─── Available data ───

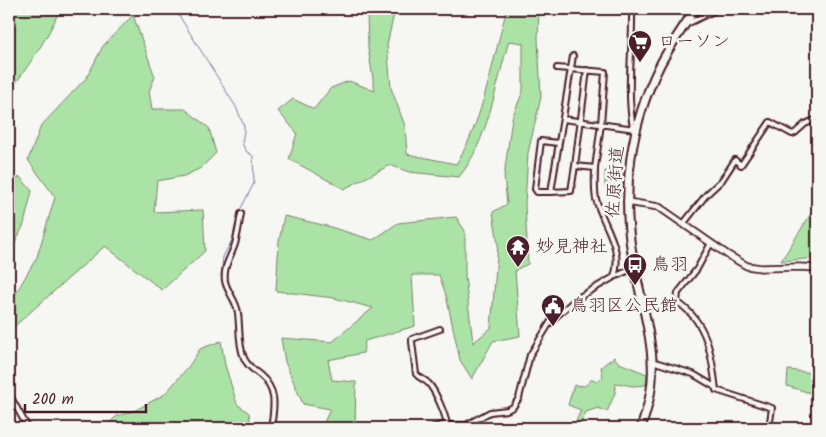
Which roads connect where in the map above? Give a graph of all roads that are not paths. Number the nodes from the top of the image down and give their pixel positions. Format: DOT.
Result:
graph roads {
  1 [pos="632,9"];
  2 [pos="695,9"];
  3 [pos="718,9"];
  4 [pos="685,24"];
  5 [pos="573,56"];
  6 [pos="557,68"];
  7 [pos="571,69"];
  8 [pos="587,70"];
  9 [pos="563,119"];
  10 [pos="817,119"];
  11 [pos="582,122"];
  12 [pos="601,124"];
  13 [pos="635,129"];
  14 [pos="558,143"];
  15 [pos="575,166"];
  16 [pos="595,168"];
  17 [pos="551,192"];
  18 [pos="627,202"];
  19 [pos="241,214"];
  20 [pos="684,223"];
  21 [pos="712,243"];
  22 [pos="634,268"];
  23 [pos="817,268"];
  24 [pos="614,277"];
  25 [pos="440,329"];
  26 [pos="652,361"];
  27 [pos="716,390"];
  28 [pos="9,394"];
  29 [pos="447,424"];
  30 [pos="28,428"];
  31 [pos="271,428"];
  32 [pos="430,428"];
  33 [pos="641,428"];
  34 [pos="769,428"];
  1 -- 13 [label="street"];
  2 -- 4 [label="highway, 佐原街道"];
  3 -- 4 [label="street"];
  4 -- 13 [label="highway, 佐原街道"];
  5 -- 7 [label="street"];
  6 -- 7 [label="street"];
  7 -- 8 [label="street"];
  7 -- 9 [label="street"];
  8 -- 11 [label="street"];
  8 -- 12 [label="street"];
  9 -- 11 [label="street"];
  9 -- 14 [label="street"];
  10 -- 20 [label="street"];
  11 -- 12 [label="street"];
  11 -- 15 [label="street"];
  12 -- 13 [label="street"];
  12 -- 16 [label="street"];
  13 -- 18 [label="highway, 佐原街道"];
  14 -- 17 [label="street"];
  14 -- 17 [label="street"];
  15 -- 16 [label="street"];
  15 -- 17 [label="street"];
  16 -- 24 [label="street"];
  18 -- 20 [label="street"];
  18 -- 22 [label="highway, 佐原街道"];
  19 -- 31 [label="street"];
  20 -- 21 [label="street"];
  21 -- 23 [label="street"];
  21 -- 27 [label="street"];
  22 -- 24 [label="street"];
  22 -- 26 [label="highway, 佐原街道"];
  24 -- 29 [label="street"];
  25 -- 29 [label="street"];
  26 -- 27 [label="street"];
  26 -- 33 [label="highway, 佐原街道"];
  27 -- 34 [label="street"];
  28 -- 30 [label="street"];
  29 -- 32 [label="street"];
}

───

» Task instructions
Reproduce every entry above exactly, and omit the pictures.

» Response box
Which roads connect where in the map above? Give a graph of all roads that are not paths. Number the nodes from the top of the image down and give their pixel positions. Format: DOT.
Result:
graph roads {
  1 [pos="632,9"];
  2 [pos="695,9"];
  3 [pos="718,9"];
  4 [pos="685,24"];
  5 [pos="573,56"];
  6 [pos="557,68"];
  7 [pos="571,69"];
  8 [pos="587,70"];
  9 [pos="563,119"];
  10 [pos="817,119"];
  11 [pos="582,122"];
  12 [pos="601,124"];
  13 [pos="635,129"];
  14 [pos="558,143"];
  15 [pos="575,166"];
  16 [pos="595,168"];
  17 [pos="551,192"];
  18 [pos="627,202"];
  19 [pos="241,214"];
  20 [pos="684,223"];
  21 [pos="712,243"];
  22 [pos="634,268"];
  23 [pos="817,268"];
  24 [pos="614,277"];
  25 [pos="440,329"];
  26 [pos="652,361"];
  27 [pos="716,390"];
  28 [pos="9,394"];
  29 [pos="447,424"];
  30 [pos="28,428"];
  31 [pos="271,428"];
  32 [pos="430,428"];
  33 [pos="641,428"];
  34 [pos="769,428"];
  1 -- 13 [label="street"];
  2 -- 4 [label="highway, 佐原街道"];
  3 -- 4 [label="street"];
  4 -- 13 [label="highway, 佐原街道"];
  5 -- 7 [label="street"];
  6 -- 7 [label="street"];
  7 -- 8 [label="street"];
  7 -- 9 [label="street"];
  8 -- 11 [label="street"];
  8 -- 12 [label="street"];
  9 -- 11 [label="street"];
  9 -- 14 [label="street"];
  10 -- 20 [label="street"];
  11 -- 12 [label="street"];
  11 -- 15 [label="street"];
  12 -- 13 [label="street"];
  12 -- 16 [label="street"];
  13 -- 18 [label="highway, 佐原街道"];
  14 -- 17 [label="street"];
  14 -- 17 [label="street"];
  15 -- 16 [label="street"];
  15 -- 17 [label="street"];
  16 -- 24 [label="street"];
  18 -- 20 [label="street"];
  18 -- 22 [label="highway, 佐原街道"];
  19 -- 31 [label="street"];
  20 -- 21 [label="street"];
  21 -- 23 [label="street"];
  21 -- 27 [label="street"];
  22 -- 24 [label="street"];
  22 -- 26 [label="highway, 佐原街道"];
  24 -- 29 [label="street"];
  25 -- 29 [label="street"];
  26 -- 27 [label="street"];
  26 -- 33 [label="highway, 佐原街道"];
  27 -- 34 [label="street"];
  28 -- 30 [label="street"];
  29 -- 32 [label="street"];
}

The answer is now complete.